Top of RECORDS PROVIDED
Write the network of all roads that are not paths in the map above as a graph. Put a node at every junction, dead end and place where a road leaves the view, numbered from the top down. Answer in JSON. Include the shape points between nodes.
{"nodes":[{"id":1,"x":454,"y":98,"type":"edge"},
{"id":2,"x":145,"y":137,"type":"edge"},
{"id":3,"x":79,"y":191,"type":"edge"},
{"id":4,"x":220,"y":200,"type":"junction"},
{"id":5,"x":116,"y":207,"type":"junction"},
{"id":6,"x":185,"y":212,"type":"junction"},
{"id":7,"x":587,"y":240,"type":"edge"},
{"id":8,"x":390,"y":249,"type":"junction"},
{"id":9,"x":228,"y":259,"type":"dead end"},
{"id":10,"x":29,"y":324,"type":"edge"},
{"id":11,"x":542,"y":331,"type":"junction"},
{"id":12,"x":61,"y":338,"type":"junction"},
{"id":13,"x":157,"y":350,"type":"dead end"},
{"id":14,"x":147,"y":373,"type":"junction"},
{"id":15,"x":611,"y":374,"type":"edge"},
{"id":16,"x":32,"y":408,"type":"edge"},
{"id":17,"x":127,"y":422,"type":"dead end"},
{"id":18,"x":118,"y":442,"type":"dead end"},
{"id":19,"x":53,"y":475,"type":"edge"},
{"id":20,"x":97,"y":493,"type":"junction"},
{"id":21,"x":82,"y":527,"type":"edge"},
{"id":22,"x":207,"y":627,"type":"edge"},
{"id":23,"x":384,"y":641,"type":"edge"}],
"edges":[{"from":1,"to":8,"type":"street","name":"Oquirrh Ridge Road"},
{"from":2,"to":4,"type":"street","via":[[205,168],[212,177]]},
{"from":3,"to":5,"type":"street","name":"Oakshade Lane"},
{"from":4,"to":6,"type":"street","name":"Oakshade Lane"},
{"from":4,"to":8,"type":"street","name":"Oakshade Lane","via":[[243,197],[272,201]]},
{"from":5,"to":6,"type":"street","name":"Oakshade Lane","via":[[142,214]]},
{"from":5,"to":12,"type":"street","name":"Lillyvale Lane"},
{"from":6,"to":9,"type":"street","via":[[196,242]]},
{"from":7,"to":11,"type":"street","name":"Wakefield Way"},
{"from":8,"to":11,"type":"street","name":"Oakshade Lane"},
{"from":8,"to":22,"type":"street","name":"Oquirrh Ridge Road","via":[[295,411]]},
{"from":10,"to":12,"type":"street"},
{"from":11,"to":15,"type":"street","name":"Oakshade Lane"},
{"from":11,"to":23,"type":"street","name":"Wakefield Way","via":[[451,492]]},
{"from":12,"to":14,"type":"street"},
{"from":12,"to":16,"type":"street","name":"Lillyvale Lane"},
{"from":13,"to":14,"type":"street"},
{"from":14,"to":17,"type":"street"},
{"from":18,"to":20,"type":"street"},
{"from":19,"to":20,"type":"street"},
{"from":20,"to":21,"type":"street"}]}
Bottom of RECORDS PROVIDED
— AIM OF THE EXERCISE —
Each entry is to be given again, exactly as it stands.

— RESPONSE —
Write the network of all roads that are not paths in the map above as a graph. Put a node at every junction, dead end and place where a road leaves the view, numbered from the top down. Answer in JSON. Include the shape points between nodes.
{"nodes":[{"id":1,"x":454,"y":98,"type":"edge"},
{"id":2,"x":145,"y":137,"type":"edge"},
{"id":3,"x":79,"y":191,"type":"edge"},
{"id":4,"x":220,"y":200,"type":"junction"},
{"id":5,"x":116,"y":207,"type":"junction"},
{"id":6,"x":185,"y":212,"type":"junction"},
{"id":7,"x":587,"y":240,"type":"edge"},
{"id":8,"x":390,"y":249,"type":"junction"},
{"id":9,"x":228,"y":259,"type":"dead end"},
{"id":10,"x":29,"y":324,"type":"edge"},
{"id":11,"x":542,"y":331,"type":"junction"},
{"id":12,"x":61,"y":338,"type":"junction"},
{"id":13,"x":157,"y":350,"type":"dead end"},
{"id":14,"x":147,"y":373,"type":"junction"},
{"id":15,"x":611,"y":374,"type":"edge"},
{"id":16,"x":32,"y":408,"type":"edge"},
{"id":17,"x":127,"y":422,"type":"dead end"},
{"id":18,"x":118,"y":442,"type":"dead end"},
{"id":19,"x":53,"y":475,"type":"edge"},
{"id":20,"x":97,"y":493,"type":"junction"},
{"id":21,"x":82,"y":527,"type":"edge"},
{"id":22,"x":207,"y":627,"type":"edge"},
{"id":23,"x":384,"y":641,"type":"edge"}],
"edges":[{"from":1,"to":8,"type":"street","name":"Oquirrh Ridge Road"},
{"from":2,"to":4,"type":"street","via":[[205,168],[212,177]]},
{"from":3,"to":5,"type":"street","name":"Oakshade Lane"},
{"from":4,"to":6,"type":"street","name":"Oakshade Lane"},
{"from":4,"to":8,"type":"street","name":"Oakshade Lane","via":[[243,197],[272,201]]},
{"from":5,"to":6,"type":"street","name":"Oakshade Lane","via":[[142,214]]},
{"from":5,"to":12,"type":"street","name":"Lillyvale Lane"},
{"from":6,"to":9,"type":"street","via":[[196,242]]},
{"from":7,"to":11,"type":"street","name":"Wakefield Way"},
{"from":8,"to":11,"type":"street","name":"Oakshade Lane"},
{"from":8,"to":22,"type":"street","name":"Oquirrh Ridge Road","via":[[295,411]]},
{"from":10,"to":12,"type":"street"},
{"from":11,"to":15,"type":"street","name":"Oakshade Lane"},
{"from":11,"to":23,"type":"street","name":"Wakefield Way","via":[[451,492]]},
{"from":12,"to":14,"type":"street"},
{"from":12,"to":16,"type":"street","name":"Lillyvale Lane"},
{"from":13,"to":14,"type":"street"},
{"from":14,"to":17,"type":"street"},
{"from":18,"to":20,"type":"street"},
{"from":19,"to":20,"type":"street"},
{"from":20,"to":21,"type":"street"}]}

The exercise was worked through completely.